The user can address this by either not introducing their own skewed partition in the first place, or repartitioning with less skew again before the join.
Today the user cannot change partitioning without changing the join condition in a hacky way:    joinkey1 >= joinkey2 && joinkey1 <= joinkey2

The condition I mentioned below ensures that the same keys on left and right formed their respective subsets:
      left and right partition expressions have the same subset (with regards to indices) of their respective join keys

I don't believe EnsureRequirements will require any changes, just what the Exec's are saying is required.

2. output partitionings
Yea I got as far as you mentioned, but I didn't at first get why for outer joins only one side is used.
Now however, I think it makes sense because for outer joins you may be introducing nulls for at least one side, which makes that sides partitioning invalid right?

Warn New Year Regards,
Brett

On Thu, Jan 2, 2020 at 2:28 PM Long, Andrew <loandrew@amazon.com> wrote:

Thoughts on this approach?

 

Just to warn you this is a hazardous optimization without cardinality information. Removing columns from the hash exchange reduces entropy potentially resulting in skew. Also keep in mind that if you reduce the number of columns on one side of the join you need todo it on the other.

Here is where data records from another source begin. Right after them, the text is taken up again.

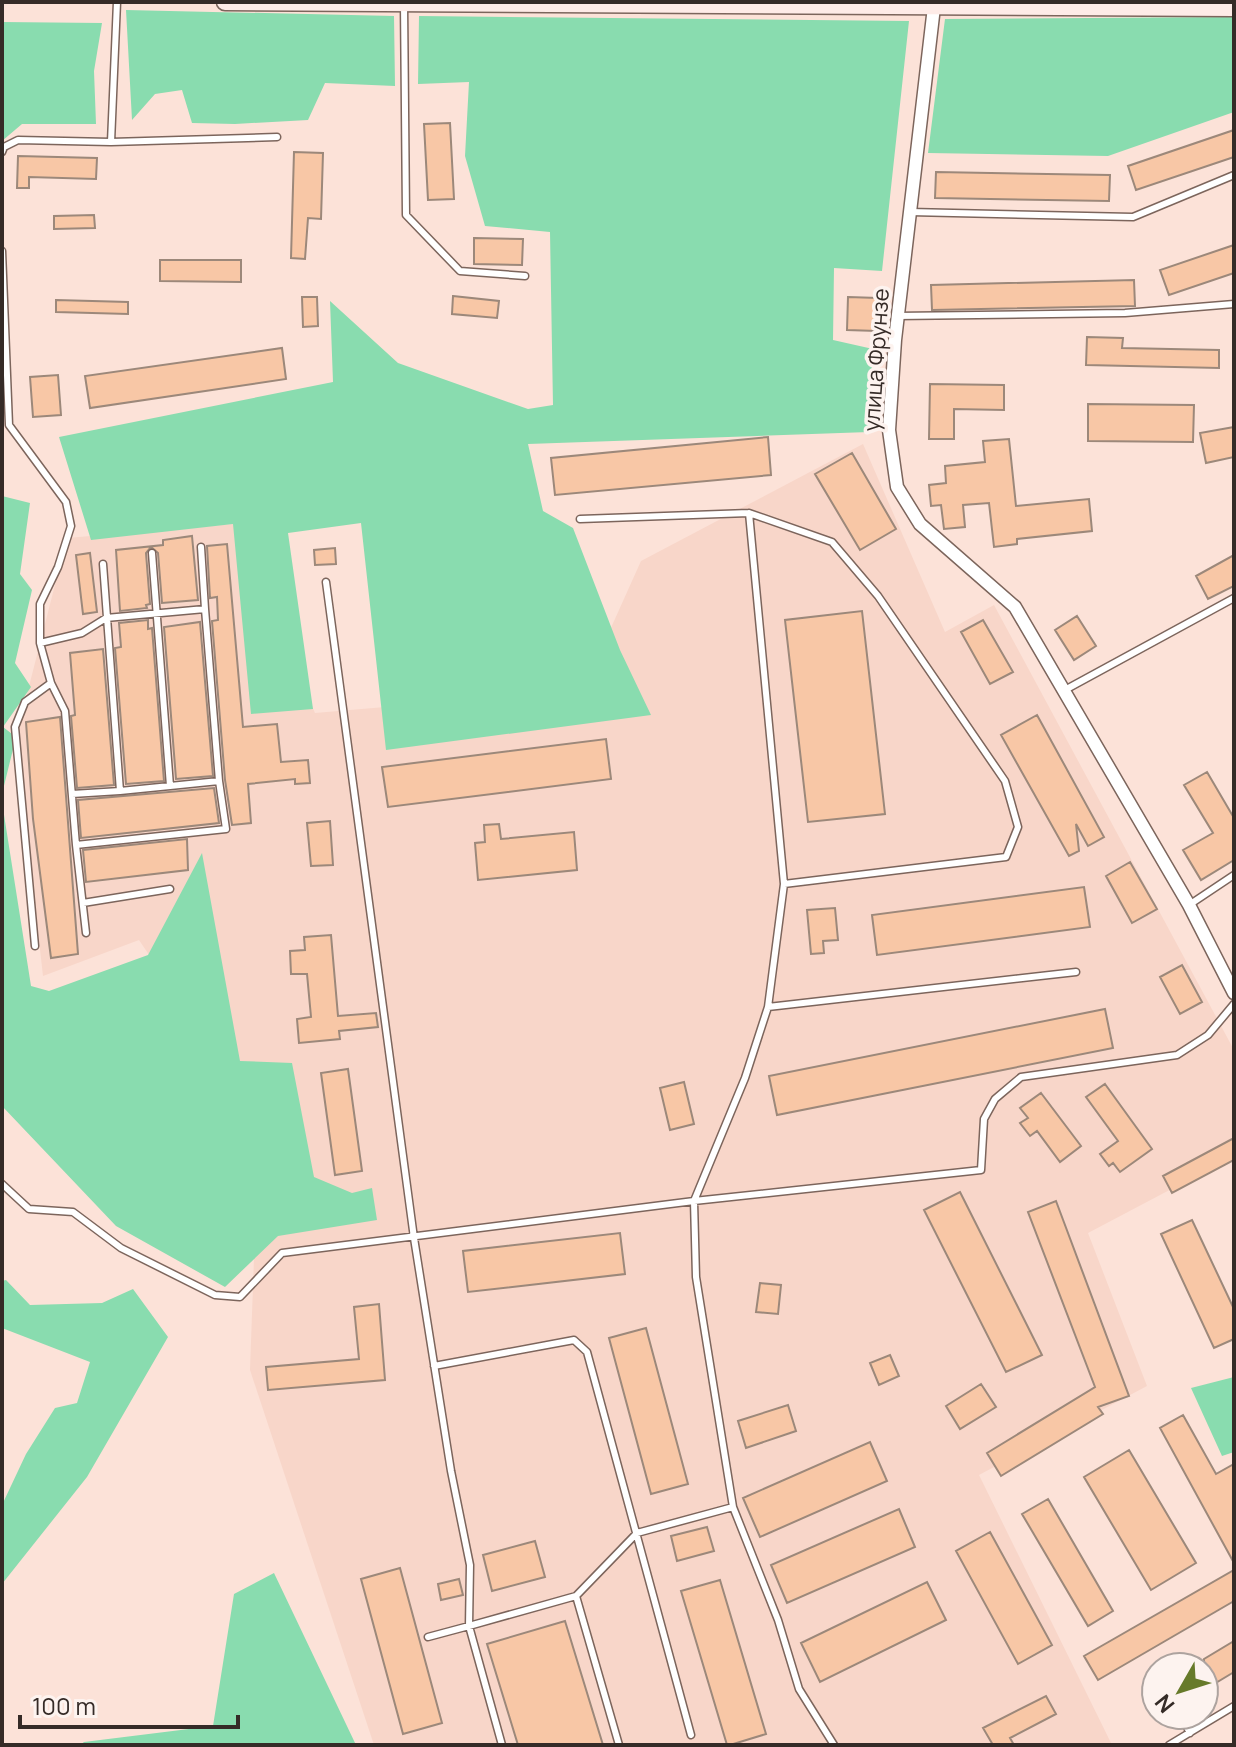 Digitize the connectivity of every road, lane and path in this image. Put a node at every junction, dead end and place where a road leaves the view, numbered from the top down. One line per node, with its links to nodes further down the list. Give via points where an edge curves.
1 (117, 2): 9 (lane)
2 (225, 2): 4 (main road)
3 (533, 3): 4 (main road); 6 (main road)
4 (404, 4): 14 (lane, via 406,215 460,271)
5 (980, 5): 6 (main road); 7 (main road)
6 (934, 7): 12 (street, улица Фрунзе)
7 (1234, 8)
8 (277, 137): 9 (lane)
9 (111, 142): 10 (lane, via 18,140)
10 (2, 152)
11 (1234, 175): 12 (lane, via 1133,217)
12 (909, 212): 16 (street, улица Фрунзе)
13 (2, 251): 27 (lane, via 9,425 66,502 71,526 40,604)
14 (525, 276)
15 (1234, 304): 16 (lane, via 1125,313)
16 (896, 316): 29 (street, улица Фрунзе, via 889,430 897,487 920,524 1015,607)
17 (749, 513): 18 (lane); 36 (lane); 36 (lane, via 832,542 878,596 1005,781 1018,827 1006,857)
18 (580, 519)
19 (201, 547): 24 (lane)
20 (152, 553): 25 (lane)
21 (103, 564): 26 (lane)
22 (326, 582): 48 (lane)
23 (1234, 598): 29 (lane)
24 (205, 609): 25 (lane); 30 (lane)
25 (155, 614): 26 (lane); 31 (lane)
26 (106, 618): 27 (lane, via 82,633); 32 (lane)
27 (40, 643): 28 (lane)
28 (51, 683): 33 (lane, via 65,711); 41 (lane, via 25,702 15,727)
29 (1063, 691): 39 (street, улица Фрунзе)
30 (219, 781): 31 (lane); 34 (lane, via 226,829)
31 (170, 786): 32 (lane)
32 (120, 791): 33 (lane)
33 (72, 794): 34 (lane)
34 (76, 845): 38 (lane)
35 (1234, 875): 39 (lane)
36 (784, 884): 45 (lane)
37 (170, 889): 38 (lane)
38 (83, 903): 40 (lane)
39 (1189, 905): 43 (street, улица Фрунзе)
40 (86, 933)
41 (35, 946)
42 (1076, 972): 45 (lane)
43 (1234, 993)
44 (1234, 1004): 47 (lane, via 1208,1035 1177,1055 1021,1077 995,1099 984,1119 981,1170)
45 (768, 1007): 47 (lane)
46 (2, 1184): 48 (lane, via 29,1209 73,1212 121,1248 215,1295 240,1297 282,1253)
47 (694, 1201): 48 (lane); 50 (lane, via 696,1277)
48 (414, 1238): 49 (lane)
49 (434, 1366): 51 (lane, via 574,1340 587,1352); 53 (lane, via 470,1565)
50 (733, 1507): 51 (lane); 60 (lane, via 799,1689)
51 (637, 1533): 52 (lane); 57 (lane)
52 (576, 1596): 53 (lane); 59 (lane)
53 (469, 1626): 54 (lane); 58 (lane)
54 (428, 1637)
55 (1234, 1706): 56 (lane)
56 (1190, 1733): 61 (lane)
57 (691, 1735)
58 (502, 1745)
59 (619, 1745)
60 (834, 1745)
61 (1169, 1745)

This will require you to rewrite EnsureRequirements or add a special case to detect this.

 

As a word of warning there’s a whole bunch of subtle things that EnsureRequirements is doing and its really easy to unintentionally create performance regressions while making improvements in other areas.

 

Could someone help explain why the different join types have different output partitionings

 

Long story short when a join happens the join exec zips together the partitions of the left and right side so that one partition of the join has the elements of the left and right.  In the case of an inner join this means that that the resulting RDD is now partitioned by both the left join keys and the right join keys.  I’d suggest taking a look at the join execs and take a look at how they build the result RDD from the partitions of the left and right RDDs.(see doExecute(…))  left/right outer does look surprising though.

 

You should see something like…

 

left.execute().zipPartitions(right.execute()) { (leftIter, rightIter) =>

 

 

Cheers Andrew

 

From: Brett Marcott <brett.marcott@gmail.com>
Date: Tuesday, December 31, 2019 at 11:49 PM
To: "dev@spark.apache.org" <dev@spark.apache.org>
Subject: SortMergeJoinExec: Utilizing child partitioning when joining

 

Hi all,

 

I found this jira for an issue I ran into recently:

 

My initial idea for a fix is to change SortMergeJoinExec's (and ShuffledHashJoinExec) requiredChildDistribution.

 

At least if all below conditions are met, we could only require a subset of keys for partitioning:

left and right children's output partitionings are hashpartitioning with same numpartitions

left and right partition expressions have the same subset (with regards to indices) of their respective join keys

 

If that subset of keys is returned by requiredChildDistribution, then EnsureRequirements.ensureDistributionAndOrdering would not add a shuffle stage, hence reusing the children's partitioning.

 

1.Thoughts on this approach?

 

2. Could someone help explain why the different join types have different output partitionings in SortMergeJoinExec.outputPartitioning?

 

Thanks,

Brett